Three stepper motors give control of rotational axes of the sample (2 axes) and the light source (1 axis). This allows the measurement of isotropic sample surfaces. Precision and repeatability are on the order of 0.01 degree on each axis.

Computer Control

A C++ control program, written by Sing and rewritten by Eric Lafortune, controls the motors, the spectroradiometer, and the power supply for the light source. Data can be acquired almost without human intervention: the software warms up the source in a controlled way, positions the motors for each measurement point, triggers the spectroradiometer, and stores the results. The user need only mount the sample and switch detector polarization when needed (normally once for reference measurements and once for sample measurements).

Angular Calibration

The control software automatically aligns the source and the two sample motors at the start of each session, or whenever desired.
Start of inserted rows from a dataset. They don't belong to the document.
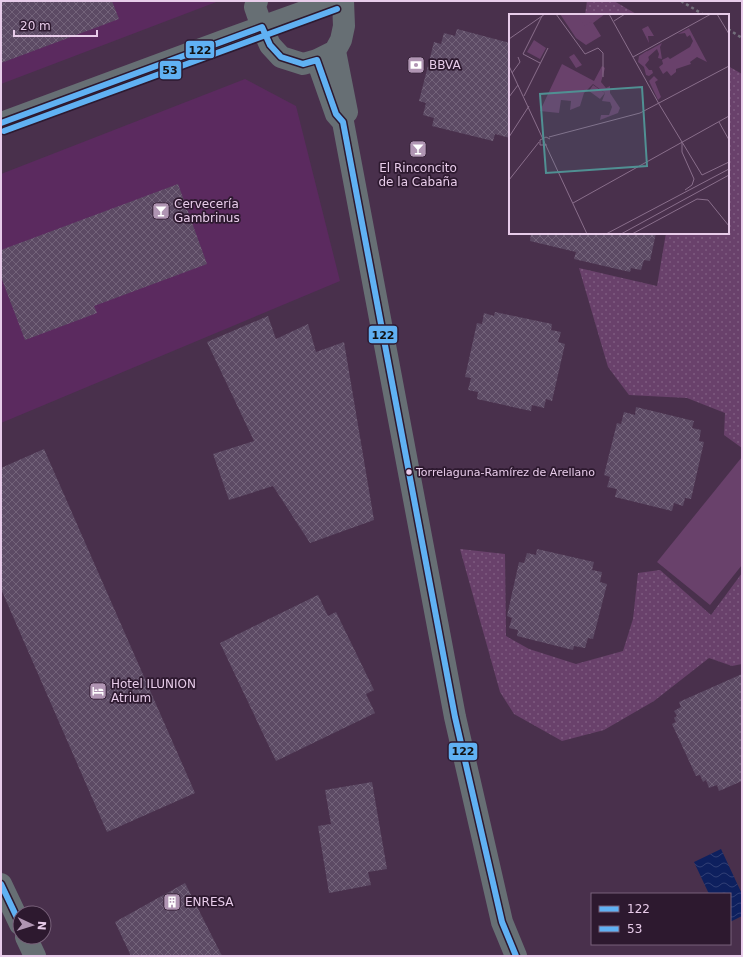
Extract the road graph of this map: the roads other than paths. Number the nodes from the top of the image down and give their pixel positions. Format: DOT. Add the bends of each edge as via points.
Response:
graph roads {
  1 [pos="257,1"];
  2 [pos="334,1"];
  3 [pos="343,1"];
  4 [pos="262,27"];
  5 [pos="326,55"];
  6 [pos="1,124"];
  7 [pos="1,884"];
  8 [pos="12,907"];
  9 [pos="30,945"];
  10 [pos="35,956"];
  11 [pos="516,956"];
  1 -- 4 [label="street" via="255,7"];
  2 -- 4 [label="street"];
  3 -- 5 [label="street" via="344,26 341,40"];
  4 -- 5 [label="street" via="270,45 281,58 303,64"];
  4 -- 6 [label="street"];
  5 -- 11 [label="street" via="336,114 343,122 455,718 502,922"];
  7 -- 8 [label="street"];
  9 -- 10 [label="street"];
}
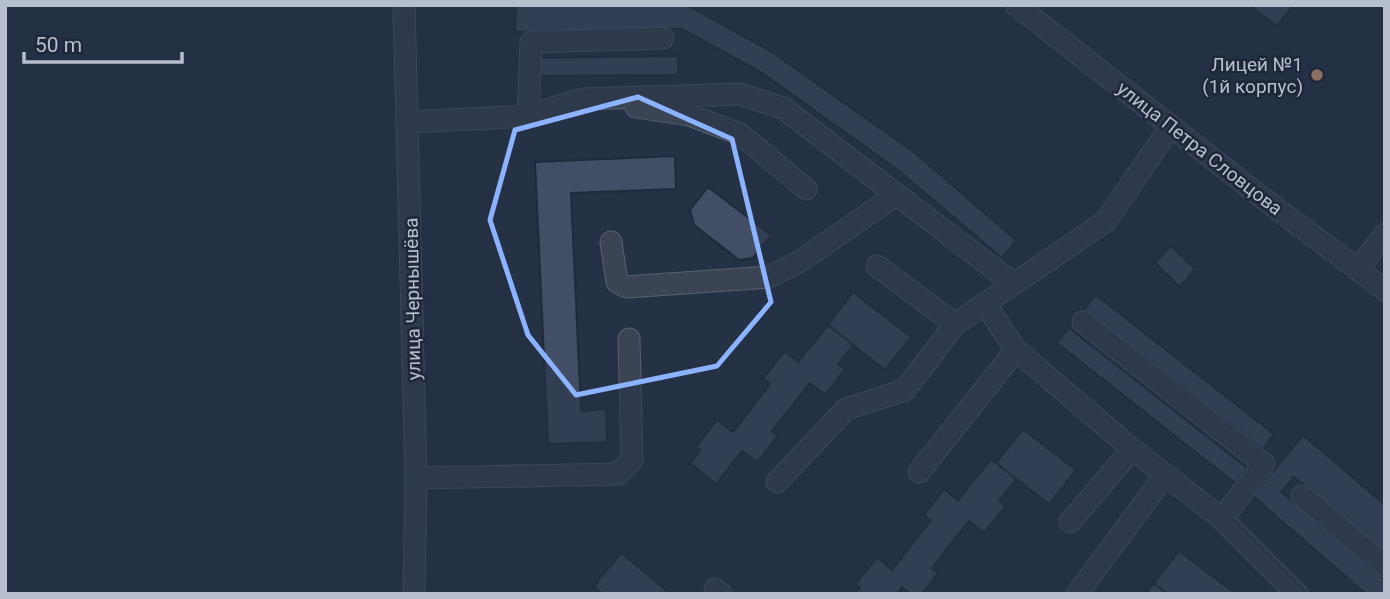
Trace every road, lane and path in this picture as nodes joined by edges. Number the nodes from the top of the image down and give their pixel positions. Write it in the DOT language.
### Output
graph roads {
  1 [pos="1016,5"];
  2 [pos="400,8"];
  3 [pos="663,38"];
  4 [pos="582,99"];
  5 [pos="528,116"];
  6 [pos="407,122"];
  7 [pos="1171,126"];
  8 [pos="806,189"];
  9 [pos="896,195"];
  10 [pos="1385,234"];
  11 [pos="611,242"];
  12 [pos="877,266"];
  13 [pos="1358,268"];
  14 [pos="1014,284"];
  15 [pos="1385,290"];
  16 [pos="985,304"];
  17 [pos="1083,322"];
  18 [pos="955,324"];
  19 [pos="629,339"];
  20 [pos="1016,350"];
  21 [pos="1132,449"];
  22 [pos="919,471"];
  23 [pos="1165,475"];
  24 [pos="416,478"];
  25 [pos="777,482"];
  26 [pos="1302,496"];
  27 [pos="1222,519"];
  28 [pos="1070,522"];
  29 [pos="1385,566"];
  30 [pos="414,594"];
  31 [pos="1077,594"];
  32 [pos="1297,594"];
  1 -- 7 [label="street, улица Петра Словцова"];
  2 -- 6 [label="street, улица Чернышёва"];
  3 -- 5 [label="street"];
  4 -- 5 [label="street"];
  4 -- 8 [label="street"];
  4 -- 9 [label="street"];
  5 -- 6 [label="street"];
  6 -- 24 [label="street, улица Чернышёва"];
  7 -- 13 [label="street, улица Петра Словцова"];
  7 -- 14 [label="street"];
  9 -- 11 [label="street"];
  9 -- 14 [label="street"];
  10 -- 13 [label="street"];
  12 -- 18 [label="street"];
  13 -- 15 [label="street, улица Петра Словцова"];
  14 -- 16 [label="street"];
  16 -- 18 [label="street"];
  16 -- 20 [label="street"];
  17 -- 27 [label="street"];
  18 -- 25 [label="street"];
  19 -- 24 [label="street"];
  20 -- 21 [label="street"];
  20 -- 22 [label="street"];
  21 -- 23 [label="street"];
  21 -- 28 [label="street"];
  23 -- 27 [label="street"];
  23 -- 31 [label="street"];
  24 -- 30 [label="street, улица Чернышёва"];
  26 -- 29 [label="street"];
  27 -- 32 [label="street"];
}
To align the source, we remove the sample, rotate the source to aim the source at the detector, and move the arm to scan the source across the detector, measuring at each step. We take the centroid of the resulting measurements as the alignment point for the source: 180 degrees. This is then repeated at finer resolution to confirm and refine the first alignment. To align the sample stage motors, we mount a first-surface mirror in the sample holder, rotate the source arm to 90 degrees, and rotate motor 1 to 45 degrees. This nominally aims the source directly at the sample. We perform a scan alignment by moving motor 1 to scan the source across the detector, then do the same for motor 2. We then repeat the procedure for both motors, using finer steps as in aligning the source arm.

Radiometric Calibration

All measurements are referenced to a direct measurement of the incident beam. We remove the sample from the holder and rotate the source arm to aim the source directly at the detector, then measure the source for each of two polarizations. We measure the spectral reflectance of Spectralon to confirm calibration.

Data Processing

The control software writes binary data files. We use MATLAB scripts to read, process, and display these files. Processing includes several steps:
  1. Subtract background (detector dark current and bias)
  2. Normalize by dividing by direct measurement of source
  3. Combine two polarizations to cancel detector bias
  4. Filter and downsample in wavelength
  5. Normalize for solid angle of detector
  6. Transform direction from instrument space (motor angles) to world space
At this point, an array of BRDF values is available; this can be interpolated to estimate values at other directions (e.g. for rendering), compared to the predictions of a model or simulation, or used to fit an approximate representation.